*** Supplied data Section Begins ***
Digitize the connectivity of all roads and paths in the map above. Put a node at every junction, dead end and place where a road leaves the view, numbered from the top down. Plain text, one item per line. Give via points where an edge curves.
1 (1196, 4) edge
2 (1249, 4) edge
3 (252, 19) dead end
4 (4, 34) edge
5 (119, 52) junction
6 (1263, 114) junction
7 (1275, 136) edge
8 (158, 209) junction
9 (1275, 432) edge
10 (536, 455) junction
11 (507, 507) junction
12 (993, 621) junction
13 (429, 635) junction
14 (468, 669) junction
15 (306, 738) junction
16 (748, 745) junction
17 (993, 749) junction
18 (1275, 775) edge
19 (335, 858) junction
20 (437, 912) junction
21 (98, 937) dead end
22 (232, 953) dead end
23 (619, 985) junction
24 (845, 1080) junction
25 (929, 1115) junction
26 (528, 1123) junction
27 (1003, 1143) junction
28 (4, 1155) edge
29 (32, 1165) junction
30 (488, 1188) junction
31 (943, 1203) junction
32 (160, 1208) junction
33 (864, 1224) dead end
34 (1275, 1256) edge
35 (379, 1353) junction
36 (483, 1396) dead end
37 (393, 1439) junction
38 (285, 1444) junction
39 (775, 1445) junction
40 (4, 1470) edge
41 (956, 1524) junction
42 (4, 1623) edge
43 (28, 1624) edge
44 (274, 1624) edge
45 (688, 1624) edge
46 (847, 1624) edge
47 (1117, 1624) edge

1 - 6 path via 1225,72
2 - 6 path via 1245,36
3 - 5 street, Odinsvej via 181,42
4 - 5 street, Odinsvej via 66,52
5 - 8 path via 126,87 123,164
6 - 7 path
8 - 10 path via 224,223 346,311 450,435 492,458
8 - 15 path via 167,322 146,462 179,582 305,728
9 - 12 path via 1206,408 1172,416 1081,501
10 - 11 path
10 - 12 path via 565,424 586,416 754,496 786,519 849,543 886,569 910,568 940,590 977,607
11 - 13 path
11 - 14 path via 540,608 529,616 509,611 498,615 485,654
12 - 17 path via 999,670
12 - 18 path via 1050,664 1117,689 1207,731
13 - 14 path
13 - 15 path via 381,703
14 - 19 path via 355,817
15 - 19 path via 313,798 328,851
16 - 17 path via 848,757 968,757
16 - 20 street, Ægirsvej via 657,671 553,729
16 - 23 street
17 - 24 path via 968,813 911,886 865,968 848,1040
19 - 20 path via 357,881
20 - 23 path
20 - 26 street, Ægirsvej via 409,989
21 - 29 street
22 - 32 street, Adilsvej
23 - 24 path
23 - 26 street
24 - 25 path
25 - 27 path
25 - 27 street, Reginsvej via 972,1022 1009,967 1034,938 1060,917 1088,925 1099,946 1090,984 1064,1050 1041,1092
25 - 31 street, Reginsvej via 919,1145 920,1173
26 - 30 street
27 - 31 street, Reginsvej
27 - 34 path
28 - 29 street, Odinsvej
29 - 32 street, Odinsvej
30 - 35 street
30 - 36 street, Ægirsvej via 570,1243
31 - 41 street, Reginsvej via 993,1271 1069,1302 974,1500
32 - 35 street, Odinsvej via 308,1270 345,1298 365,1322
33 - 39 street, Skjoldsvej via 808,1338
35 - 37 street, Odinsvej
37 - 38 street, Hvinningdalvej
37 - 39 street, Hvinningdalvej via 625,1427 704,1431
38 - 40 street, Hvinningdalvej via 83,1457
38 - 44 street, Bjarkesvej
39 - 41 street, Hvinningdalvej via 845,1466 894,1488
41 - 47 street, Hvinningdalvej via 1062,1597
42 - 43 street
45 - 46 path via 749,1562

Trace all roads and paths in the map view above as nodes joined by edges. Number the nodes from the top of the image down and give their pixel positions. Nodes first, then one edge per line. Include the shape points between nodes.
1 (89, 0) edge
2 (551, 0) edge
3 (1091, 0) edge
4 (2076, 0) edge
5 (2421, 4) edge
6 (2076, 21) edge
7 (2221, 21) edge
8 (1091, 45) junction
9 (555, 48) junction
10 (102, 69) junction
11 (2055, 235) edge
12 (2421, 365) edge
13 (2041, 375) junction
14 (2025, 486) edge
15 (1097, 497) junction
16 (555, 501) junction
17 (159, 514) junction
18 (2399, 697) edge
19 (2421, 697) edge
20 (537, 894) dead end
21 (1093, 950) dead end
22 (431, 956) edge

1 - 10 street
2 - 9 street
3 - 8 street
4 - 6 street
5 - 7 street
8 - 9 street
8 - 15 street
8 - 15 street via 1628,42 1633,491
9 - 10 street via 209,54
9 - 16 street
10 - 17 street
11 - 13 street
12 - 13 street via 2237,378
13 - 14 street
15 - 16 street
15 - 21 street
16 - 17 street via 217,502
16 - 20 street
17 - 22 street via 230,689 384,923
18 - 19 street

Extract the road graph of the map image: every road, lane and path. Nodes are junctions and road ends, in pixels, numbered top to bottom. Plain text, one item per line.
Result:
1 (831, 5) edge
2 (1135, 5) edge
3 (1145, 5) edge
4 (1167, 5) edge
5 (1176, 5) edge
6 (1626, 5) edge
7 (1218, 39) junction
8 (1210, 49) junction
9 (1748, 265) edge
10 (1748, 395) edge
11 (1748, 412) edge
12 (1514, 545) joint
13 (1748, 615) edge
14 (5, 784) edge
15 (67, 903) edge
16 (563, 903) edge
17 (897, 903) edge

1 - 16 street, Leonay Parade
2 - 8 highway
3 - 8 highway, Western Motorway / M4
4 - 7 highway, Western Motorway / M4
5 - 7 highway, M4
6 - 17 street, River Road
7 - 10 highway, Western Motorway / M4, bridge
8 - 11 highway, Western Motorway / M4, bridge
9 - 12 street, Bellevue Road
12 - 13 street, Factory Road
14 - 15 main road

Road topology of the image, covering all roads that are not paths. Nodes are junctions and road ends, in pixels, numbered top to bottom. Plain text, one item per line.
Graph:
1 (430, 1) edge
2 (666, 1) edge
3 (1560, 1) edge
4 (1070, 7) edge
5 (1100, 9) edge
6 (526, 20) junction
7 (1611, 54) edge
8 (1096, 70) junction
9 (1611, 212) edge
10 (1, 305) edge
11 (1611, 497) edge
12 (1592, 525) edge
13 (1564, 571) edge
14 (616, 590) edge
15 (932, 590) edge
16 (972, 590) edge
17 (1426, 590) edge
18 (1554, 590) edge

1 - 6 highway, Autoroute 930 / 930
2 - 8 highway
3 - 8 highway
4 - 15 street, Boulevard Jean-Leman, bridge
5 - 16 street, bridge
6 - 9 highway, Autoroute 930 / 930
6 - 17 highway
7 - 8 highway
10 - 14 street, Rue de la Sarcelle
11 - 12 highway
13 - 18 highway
*** Supplied data Section Ends ***
## Work required
Each line of the data should be transcribed exactly.

## Exercise response
Digitize the connectivity of all roads and paths in the map above. Put a node at every junction, dead end and place where a road leaves the view, numbered from the top down. Plain text, one item per line. Give via points where an edge curves.
1 (1196, 4) edge
2 (1249, 4) edge
3 (252, 19) dead end
4 (4, 34) edge
5 (119, 52) junction
6 (1263, 114) junction
7 (1275, 136) edge
8 (158, 209) junction
9 (1275, 432) edge
10 (536, 455) junction
11 (507, 507) junction
12 (993, 621) junction
13 (429, 635) junction
14 (468, 669) junction
15 (306, 738) junction
16 (748, 745) junction
17 (993, 749) junction
18 (1275, 775) edge
19 (335, 858) junction
20 (437, 912) junction
21 (98, 937) dead end
22 (232, 953) dead end
23 (619, 985) junction
24 (845, 1080) junction
25 (929, 1115) junction
26 (528, 1123) junction
27 (1003, 1143) junction
28 (4, 1155) edge
29 (32, 1165) junction
30 (488, 1188) junction
31 (943, 1203) junction
32 (160, 1208) junction
33 (864, 1224) dead end
34 (1275, 1256) edge
35 (379, 1353) junction
36 (483, 1396) dead end
37 (393, 1439) junction
38 (285, 1444) junction
39 (775, 1445) junction
40 (4, 1470) edge
41 (956, 1524) junction
42 (4, 1623) edge
43 (28, 1624) edge
44 (274, 1624) edge
45 (688, 1624) edge
46 (847, 1624) edge
47 (1117, 1624) edge

1 - 6 path via 1225,72
2 - 6 path via 1245,36
3 - 5 street, Odinsvej via 181,42
4 - 5 street, Odinsvej via 66,52
5 - 8 path via 126,87 123,164
6 - 7 path
8 - 10 path via 224,223 346,311 450,435 492,458
8 - 15 path via 167,322 146,462 179,582 305,728
9 - 12 path via 1206,408 1172,416 1081,501
10 - 11 path
10 - 12 path via 565,424 586,416 754,496 786,519 849,543 886,569 910,568 940,590 977,607
11 - 13 path
11 - 14 path via 540,608 529,616 509,611 498,615 485,654
12 - 17 path via 999,670
12 - 18 path via 1050,664 1117,689 1207,731
13 - 14 path
13 - 15 path via 381,703
14 - 19 path via 355,817
15 - 19 path via 313,798 328,851
16 - 17 path via 848,757 968,757
16 - 20 street, Ægirsvej via 657,671 553,729
16 - 23 street
17 - 24 path via 968,813 911,886 865,968 848,1040
19 - 20 path via 357,881
20 - 23 path
20 - 26 street, Ægirsvej via 409,989
21 - 29 street
22 - 32 street, Adilsvej
23 - 24 path
23 - 26 street
24 - 25 path
25 - 27 path
25 - 27 street, Reginsvej via 972,1022 1009,967 1034,938 1060,917 1088,925 1099,946 1090,984 1064,1050 1041,1092
25 - 31 street, Reginsvej via 919,1145 920,1173
26 - 30 street
27 - 31 street, Reginsvej
27 - 34 path
28 - 29 street, Odinsvej
29 - 32 street, Odinsvej
30 - 35 street
30 - 36 street, Ægirsvej via 570,1243
31 - 41 street, Reginsvej via 993,1271 1069,1302 974,1500
32 - 35 street, Odinsvej via 308,1270 345,1298 365,1322
33 - 39 street, Skjoldsvej via 808,1338
35 - 37 street, Odinsvej
37 - 38 street, Hvinningdalvej
37 - 39 street, Hvinningdalvej via 625,1427 704,1431
38 - 40 street, Hvinningdalvej via 83,1457
38 - 44 street, Bjarkesvej
39 - 41 street, Hvinningdalvej via 845,1466 894,1488
41 - 47 street, Hvinningdalvej via 1062,1597
42 - 43 street
45 - 46 path via 749,1562

Trace all roads and paths in the map view above as nodes joined by edges. Number the nodes from the top of the image down and give their pixel positions. Nodes first, then one edge per line. Include the shape points between nodes.
1 (89, 0) edge
2 (551, 0) edge
3 (1091, 0) edge
4 (2076, 0) edge
5 (2421, 4) edge
6 (2076, 21) edge
7 (2221, 21) edge
8 (1091, 45) junction
9 (555, 48) junction
10 (102, 69) junction
11 (2055, 235) edge
12 (2421, 365) edge
13 (2041, 375) junction
14 (2025, 486) edge
15 (1097, 497) junction
16 (555, 501) junction
17 (159, 514) junction
18 (2399, 697) edge
19 (2421, 697) edge
20 (537, 894) dead end
21 (1093, 950) dead end
22 (431, 956) edge

1 - 10 street
2 - 9 street
3 - 8 street
4 - 6 street
5 - 7 street
8 - 9 street
8 - 15 street
8 - 15 street via 1628,42 1633,491
9 - 10 street via 209,54
9 - 16 street
10 - 17 street
11 - 13 street
12 - 13 street via 2237,378
13 - 14 street
15 - 16 street
15 - 21 street
16 - 17 street via 217,502
16 - 20 street
17 - 22 street via 230,689 384,923
18 - 19 street

Extract the road graph of the map image: every road, lane and path. Nodes are junctions and road ends, in pixels, numbered top to bottom. Plain text, one item per line.
Result:
1 (831, 5) edge
2 (1135, 5) edge
3 (1145, 5) edge
4 (1167, 5) edge
5 (1176, 5) edge
6 (1626, 5) edge
7 (1218, 39) junction
8 (1210, 49) junction
9 (1748, 265) edge
10 (1748, 395) edge
11 (1748, 412) edge
12 (1514, 545) joint
13 (1748, 615) edge
14 (5, 784) edge
15 (67, 903) edge
16 (563, 903) edge
17 (897, 903) edge

1 - 16 street, Leonay Parade
2 - 8 highway
3 - 8 highway, Western Motorway / M4
4 - 7 highway, Western Motorway / M4
5 - 7 highway, M4
6 - 17 street, River Road
7 - 10 highway, Western Motorway / M4, bridge
8 - 11 highway, Western Motorway / M4, bridge
9 - 12 street, Bellevue Road
12 - 13 street, Factory Road
14 - 15 main road

Road topology of the image, covering all roads that are not paths. Nodes are junctions and road ends, in pixels, numbered top to bottom. Plain text, one item per line.
Graph:
1 (430, 1) edge
2 (666, 1) edge
3 (1560, 1) edge
4 (1070, 7) edge
5 (1100, 9) edge
6 (526, 20) junction
7 (1611, 54) edge
8 (1096, 70) junction
9 (1611, 212) edge
10 (1, 305) edge
11 (1611, 497) edge
12 (1592, 525) edge
13 (1564, 571) edge
14 (616, 590) edge
15 (932, 590) edge
16 (972, 590) edge
17 (1426, 590) edge
18 (1554, 590) edge

1 - 6 highway, Autoroute 930 / 930
2 - 8 highway
3 - 8 highway
4 - 15 street, Boulevard Jean-Leman, bridge
5 - 16 street, bridge
6 - 9 highway, Autoroute 930 / 930
6 - 17 highway
7 - 8 highway
10 - 14 street, Rue de la Sarcelle
11 - 12 highway
13 - 18 highway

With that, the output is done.